[Start of Attachment]

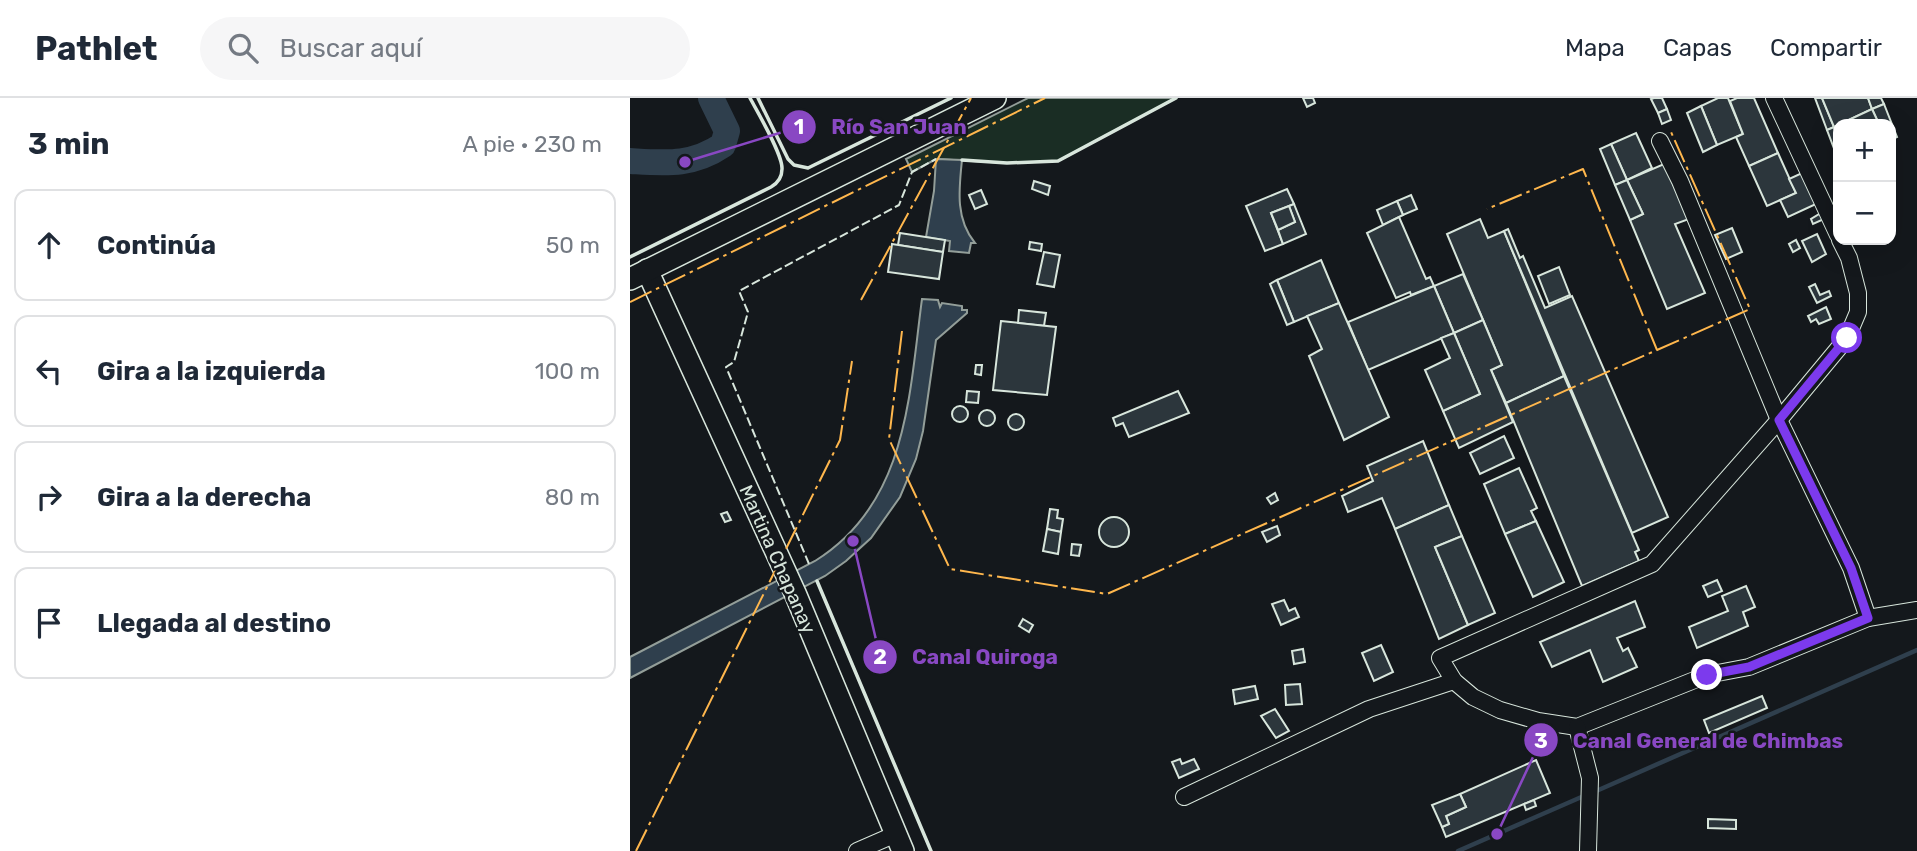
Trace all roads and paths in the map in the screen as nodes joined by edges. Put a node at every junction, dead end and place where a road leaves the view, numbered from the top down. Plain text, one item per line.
1 (995, 98) edge
2 (1774, 98) edge
3 (1660, 141) dead end
4 (1833, 224) edge
5 (1843, 245) edge
6 (638, 274) edge
7 (1779, 420) junction
8 (1917, 610) edge
9 (1868, 618) junction
10 (1454, 681) junction
11 (1577, 727) junction
12 (1184, 797) dead end
13 (900, 842) edge
14 (857, 851) edge
15 (1588, 851) edge

1 - 6 main road
2 - 4 street
3 - 7 street
5 - 7 street
6 - 13 main road, Martina Chapanay
7 - 9 street
7 - 10 street
8 - 9 street
9 - 11 street
10 - 11 street
10 - 12 street
11 - 15 street
13 - 14 street

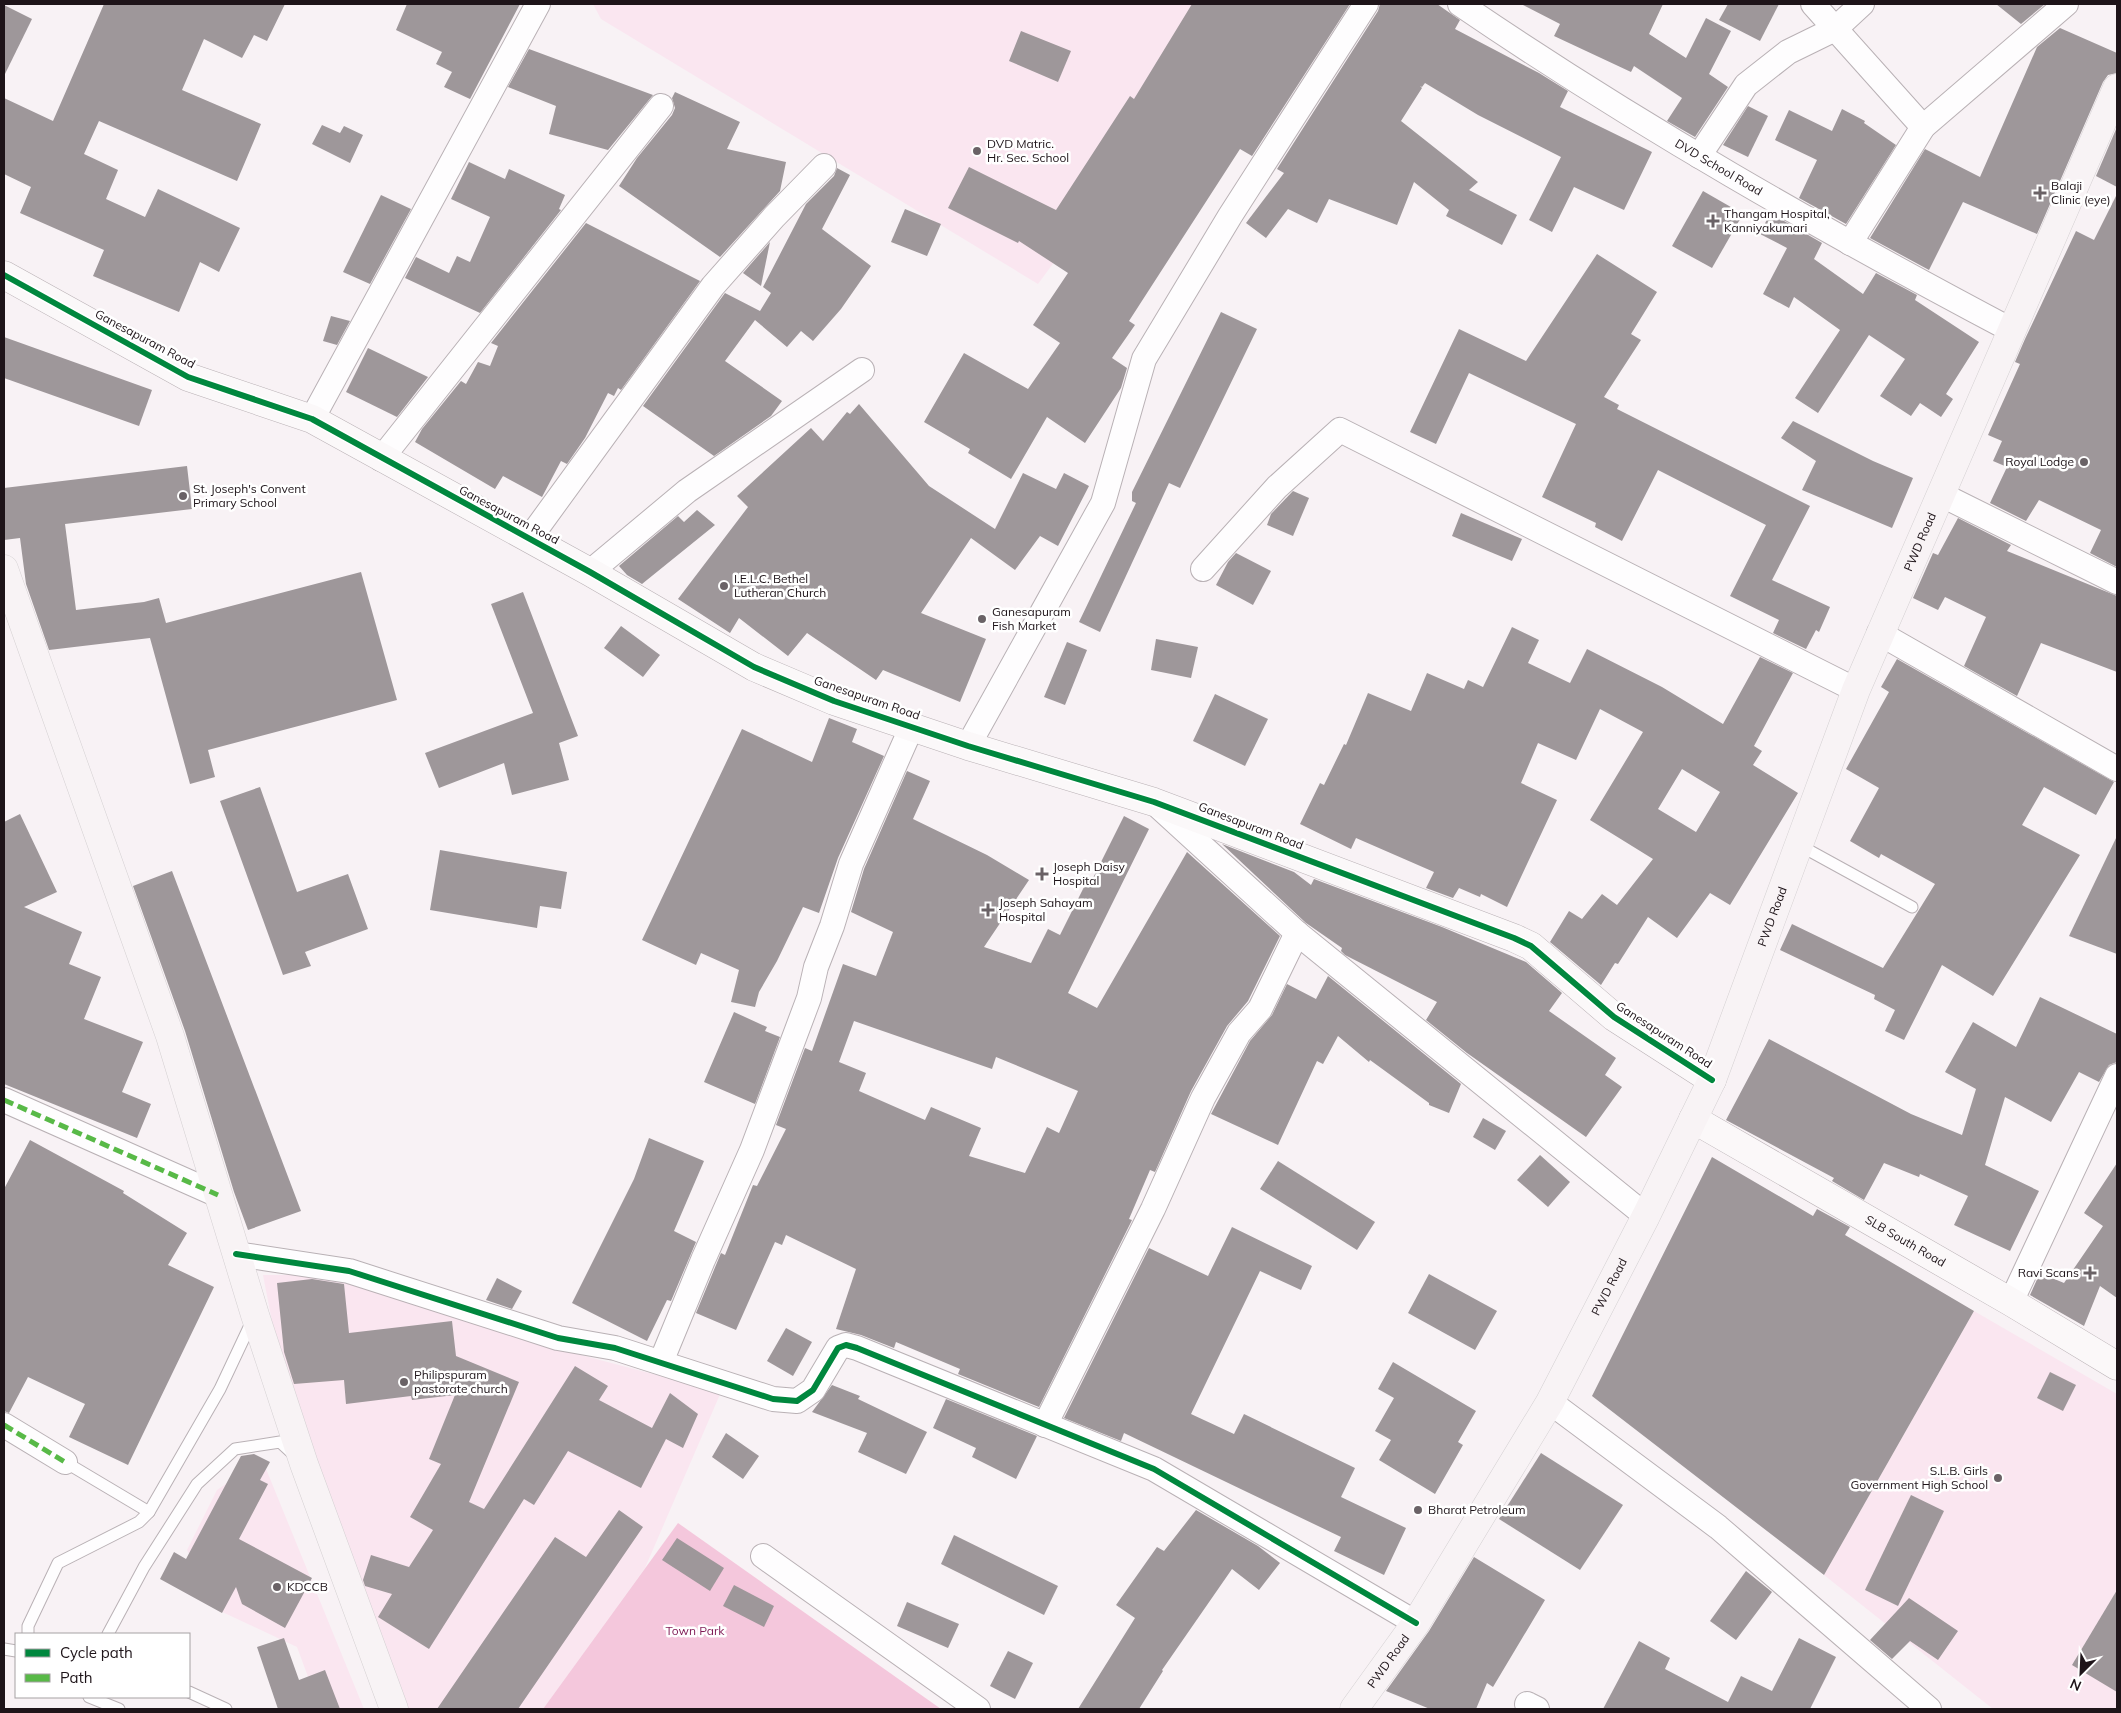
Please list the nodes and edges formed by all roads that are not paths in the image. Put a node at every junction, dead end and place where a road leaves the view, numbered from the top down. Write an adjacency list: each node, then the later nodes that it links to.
1 (538, 4): 17 (street)
2 (1366, 4): 28 (street)
3 (1460, 4): 11 (street, DVD School Road)
4 (1813, 4): 7 (street)
5 (1862, 4): 7 (street)
6 (2066, 4): 10 (street)
7 (1835, 29): 10 (street); 11 (street)
8 (2117, 88): 15 (main road, PWD Road)
9 (661, 106): 18 (street)
10 (1923, 127): 13 (street)
11 (1699, 156): 13 (street, DVD School Road)
12 (824, 166): 20 (street)
13 (1850, 243): 15 (street, DVD School Road)
14 (4, 275): 17 (street, Ganesapuram Road)
15 (2013, 331): 19 (main road, PWD Road)
16 (862, 370): 23 (street)
17 (312, 419): 18 (street, Ganesapuram Road)
18 (381, 459): 20 (street, Ganesapuram Road)
19 (1940, 494): 24 (street); 25 (main road, PWD Road)
20 (529, 538): 23 (street, Ganesapuram Road)
21 (4, 569): 38 (main road)
22 (1203, 569): 26 (street)
23 (590, 572): 27 (street, Ganesapuram Road)
24 (2117, 582)
25 (1879, 633): 26 (main road, PWD Road); 29 (street)
26 (1856, 690): 31 (main road, PWD Road)
27 (912, 726): 28 (street, Ganesapuram Road); 43 (street)
28 (968, 746): 30 (street, Ganesapuram Road)
29 (2117, 769)
30 (1154, 802): 33 (street); 35 (street, Ganesapuram Road)
31 (1799, 845): 32 (lane); 35 (main road, PWD Road)
32 (1912, 907)
33 (1297, 933): 39 (street); 47 (street)
34 (2117, 1076): 41 (street)
35 (1712, 1080): 37 (main road, PWD Road)
36 (4, 1100): 38 (street)
37 (1693, 1118): 39 (main road, PWD Road); 41 (street, SLB South Road)
38 (218, 1195): 40 (main road)
39 (1646, 1216): 45 (main road, PWD Road)
40 (236, 1254): 42 (main road); 43 (street)
41 (2011, 1302): 44 (street, SLB South Road)
42 (255, 1315): 49 (main road); 50 (lane)
43 (661, 1362): 47 (street)
44 (2117, 1366)
45 (1550, 1402): 52 (main road, PWD Road); 62 (street)
46 (4, 1425): 48 (street)
47 (1045, 1425): 52 (street)
48 (66, 1462): 50 (lane)
49 (304, 1464): 54 (lane); 59 (main road)
50 (149, 1512): 53 (lane)
51 (763, 1556): 60 (street)
52 (1416, 1623): 61 (main road, PWD Road)
53 (28, 1633)
54 (109, 1633)
55 (190, 1692): 58 (lane)
56 (92, 1698): 57 (lane)
57 (119, 1709)
58 (226, 1709)
59 (394, 1709)
60 (978, 1709)
61 (1354, 1709)
62 (1930, 1709)

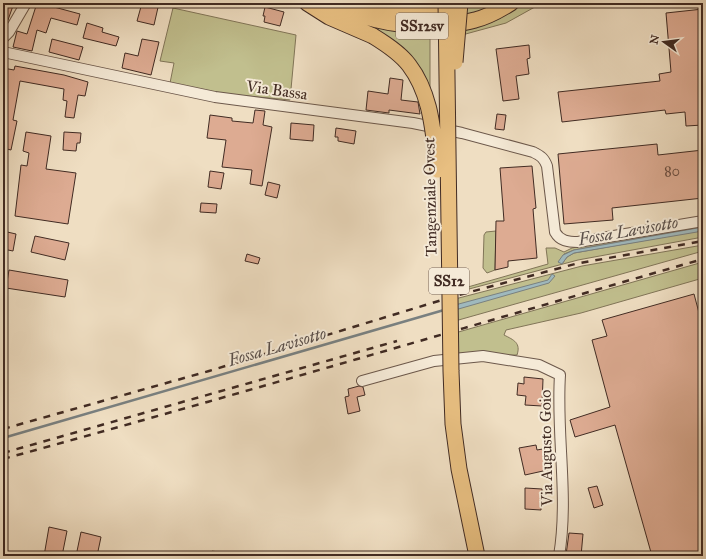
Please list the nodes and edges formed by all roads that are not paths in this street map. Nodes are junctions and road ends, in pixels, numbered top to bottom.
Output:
1 (26, 3) edge
2 (308, 3) edge
3 (332, 3) edge
4 (358, 3) edge
5 (460, 3) edge
6 (511, 3) edge
7 (445, 4) edge
8 (426, 26) junction
9 (3, 38) edge
10 (3, 52) edge
11 (443, 167) junction
12 (703, 221) edge
13 (362, 380) dead end
14 (467, 556) edge
15 (477, 556) edge
16 (560, 556) edge

1 - 9 street
2 - 11 highway, SS12sv, bridge
3 - 8 highway, SS12sv
4 - 7 highway, SS12sv
5 - 11 highway, SS12sv, bridge
6 - 8 highway, SS12sv
7 - 8 highway
7 - 11 highway, Tangenziale Ovest / SS12, bridge
10 - 12 street, Via Bassa
11 - 14 highway, Tangenziale Ovest / SS12
11 - 15 highway, Tangenziale Ovest / SS12, bridge
13 - 16 street, Via Augusto Goio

[End of Attachment]

- What you are asked to do -
Without copying any picture, write out the entries exactly.

- Answer space -
Trace all roads and paths in the map in the screen as nodes joined by edges. Put a node at every junction, dead end and place where a road leaves the view, numbered from the top down. Plain text, one item per line.
1 (995, 98) edge
2 (1774, 98) edge
3 (1660, 141) dead end
4 (1833, 224) edge
5 (1843, 245) edge
6 (638, 274) edge
7 (1779, 420) junction
8 (1917, 610) edge
9 (1868, 618) junction
10 (1454, 681) junction
11 (1577, 727) junction
12 (1184, 797) dead end
13 (900, 842) edge
14 (857, 851) edge
15 (1588, 851) edge

1 - 6 main road
2 - 4 street
3 - 7 street
5 - 7 street
6 - 13 main road, Martina Chapanay
7 - 9 street
7 - 10 street
8 - 9 street
9 - 11 street
10 - 11 street
10 - 12 street
11 - 15 street
13 - 14 street

Please list the nodes and edges formed by all roads that are not paths in the image. Put a node at every junction, dead end and place where a road leaves the view, numbered from the top down. Write an adjacency list: each node, then the later nodes that it links to.
1 (538, 4): 17 (street)
2 (1366, 4): 28 (street)
3 (1460, 4): 11 (street, DVD School Road)
4 (1813, 4): 7 (street)
5 (1862, 4): 7 (street)
6 (2066, 4): 10 (street)
7 (1835, 29): 10 (street); 11 (street)
8 (2117, 88): 15 (main road, PWD Road)
9 (661, 106): 18 (street)
10 (1923, 127): 13 (street)
11 (1699, 156): 13 (street, DVD School Road)
12 (824, 166): 20 (street)
13 (1850, 243): 15 (street, DVD School Road)
14 (4, 275): 17 (street, Ganesapuram Road)
15 (2013, 331): 19 (main road, PWD Road)
16 (862, 370): 23 (street)
17 (312, 419): 18 (street, Ganesapuram Road)
18 (381, 459): 20 (street, Ganesapuram Road)
19 (1940, 494): 24 (street); 25 (main road, PWD Road)
20 (529, 538): 23 (street, Ganesapuram Road)
21 (4, 569): 38 (main road)
22 (1203, 569): 26 (street)
23 (590, 572): 27 (street, Ganesapuram Road)
24 (2117, 582)
25 (1879, 633): 26 (main road, PWD Road); 29 (street)
26 (1856, 690): 31 (main road, PWD Road)
27 (912, 726): 28 (street, Ganesapuram Road); 43 (street)
28 (968, 746): 30 (street, Ganesapuram Road)
29 (2117, 769)
30 (1154, 802): 33 (street); 35 (street, Ganesapuram Road)
31 (1799, 845): 32 (lane); 35 (main road, PWD Road)
32 (1912, 907)
33 (1297, 933): 39 (street); 47 (street)
34 (2117, 1076): 41 (street)
35 (1712, 1080): 37 (main road, PWD Road)
36 (4, 1100): 38 (street)
37 (1693, 1118): 39 (main road, PWD Road); 41 (street, SLB South Road)
38 (218, 1195): 40 (main road)
39 (1646, 1216): 45 (main road, PWD Road)
40 (236, 1254): 42 (main road); 43 (street)
41 (2011, 1302): 44 (street, SLB South Road)
42 (255, 1315): 49 (main road); 50 (lane)
43 (661, 1362): 47 (street)
44 (2117, 1366)
45 (1550, 1402): 52 (main road, PWD Road); 62 (street)
46 (4, 1425): 48 (street)
47 (1045, 1425): 52 (street)
48 (66, 1462): 50 (lane)
49 (304, 1464): 54 (lane); 59 (main road)
50 (149, 1512): 53 (lane)
51 (763, 1556): 60 (street)
52 (1416, 1623): 61 (main road, PWD Road)
53 (28, 1633)
54 (109, 1633)
55 (190, 1692): 58 (lane)
56 (92, 1698): 57 (lane)
57 (119, 1709)
58 (226, 1709)
59 (394, 1709)
60 (978, 1709)
61 (1354, 1709)
62 (1930, 1709)

Please list the nodes and edges formed by all roads that are not paths in this street map. Nodes are junctions and road ends, in pixels, numbered top to bottom.
Output:
1 (26, 3) edge
2 (308, 3) edge
3 (332, 3) edge
4 (358, 3) edge
5 (460, 3) edge
6 (511, 3) edge
7 (445, 4) edge
8 (426, 26) junction
9 (3, 38) edge
10 (3, 52) edge
11 (443, 167) junction
12 (703, 221) edge
13 (362, 380) dead end
14 (467, 556) edge
15 (477, 556) edge
16 (560, 556) edge

1 - 9 street
2 - 11 highway, SS12sv, bridge
3 - 8 highway, SS12sv
4 - 7 highway, SS12sv
5 - 11 highway, SS12sv, bridge
6 - 8 highway, SS12sv
7 - 8 highway
7 - 11 highway, Tangenziale Ovest / SS12, bridge
10 - 12 street, Via Bassa
11 - 14 highway, Tangenziale Ovest / SS12
11 - 15 highway, Tangenziale Ovest / SS12, bridge
13 - 16 street, Via Augusto Goio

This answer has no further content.